A Marianist brother in the Roman Catholic Society of Mary, Alex received his Ph.D in English from Fordham University in 1991 and then began teaching at the University of Dayton.  Alex first traveled to Bangalore, India to teach an English class to young Indian Marianists, which led to his coming to know the work of REDS and the Play Schools of Lakshumanarav Nagar and to his interfaith efforts with Joshua to assist and support the Play Schools and REDS.

The Road to Bangalore

To write or to talk about any road to Bangalore is never a simple matter.
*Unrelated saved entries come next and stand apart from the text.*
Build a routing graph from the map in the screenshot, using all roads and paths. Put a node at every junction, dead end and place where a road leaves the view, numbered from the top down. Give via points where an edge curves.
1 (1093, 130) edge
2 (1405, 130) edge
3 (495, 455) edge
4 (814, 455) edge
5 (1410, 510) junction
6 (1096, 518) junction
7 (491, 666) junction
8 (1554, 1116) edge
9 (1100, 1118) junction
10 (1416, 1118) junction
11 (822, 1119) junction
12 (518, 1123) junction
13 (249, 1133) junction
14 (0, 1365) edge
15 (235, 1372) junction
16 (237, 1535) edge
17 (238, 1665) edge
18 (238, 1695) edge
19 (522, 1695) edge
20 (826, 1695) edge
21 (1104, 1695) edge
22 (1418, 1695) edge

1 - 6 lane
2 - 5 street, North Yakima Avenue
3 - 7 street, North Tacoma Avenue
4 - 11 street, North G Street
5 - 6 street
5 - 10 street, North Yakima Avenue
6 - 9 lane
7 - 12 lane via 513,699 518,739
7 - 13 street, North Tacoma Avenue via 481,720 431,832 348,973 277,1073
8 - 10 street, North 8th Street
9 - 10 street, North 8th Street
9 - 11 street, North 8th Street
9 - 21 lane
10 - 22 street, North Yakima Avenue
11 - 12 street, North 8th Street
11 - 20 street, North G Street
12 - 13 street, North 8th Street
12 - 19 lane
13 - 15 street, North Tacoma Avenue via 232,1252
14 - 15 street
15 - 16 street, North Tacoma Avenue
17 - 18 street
There is nothing simple or straightforward about any of them.  Be it the seemingly straightforward four lanes of highway between the cities of Hosur and Bangalore.  Be it the real-time, real-life thrill ride/video game that is the death-defying two lanes of perpetual peril between Bangalore and the historic former royal capital of Mysore. 

Be it the endless effort required at moments to reach someone via the Bangalorean badge of telephonic honor---the cell phone.  The cell phone that frustrates you on that road when the recorded voice repeatedly informs you in its gently modulated, computer- generated tones: “This route is busy.  Please try again later.”

Or be it the electronic roads of the internet on which—inexplicably---the Cyber-Krishna warns you that your page has expired, or that your email, poised on the brink of delivery down the internet highway to its intended recipient, falters and dies at the hands of some computerized incarnation of Kali.

All of the roads to, through, out of, and around Bangalore possess an inherent capacity to baffle, bewilder, and bedevil anyone and everyone who ventures onto them to reach some place, some one in Bangalore, in India, in the world.  This baffling, bewildering, and bedeviling endeavor crescendos from mid-morning till late afternoon when the elastic Indian lunch hour makes travel on a computer as exasperating as the midday snarls on Mahatma Gandhi Road in the city center.

Yet these same roads, made of macadam or of optic fiber, to Bangalore, to India, to the world simultaneously possess an inherent capacity to fascinate, to spellbind you with their abundant potential, their endless opportunities to astound, their multiple possibilities for invention.

For Bangalore, the Garden City, a Victorian refuge during the British Raj, indeed all of India, seethes with the potential, exults in the astounding, and invents and re-invents itself every day.  Uprooting, erecting a no longer but not yet vision of a future that eagerly reaches into the 21st Century even as it reverberates with the ever-present  past of a myriad of cultures that reach reverently back to embrace the millennia of India’s manifold life story.  This is why any road to Bangalore is no simple matter.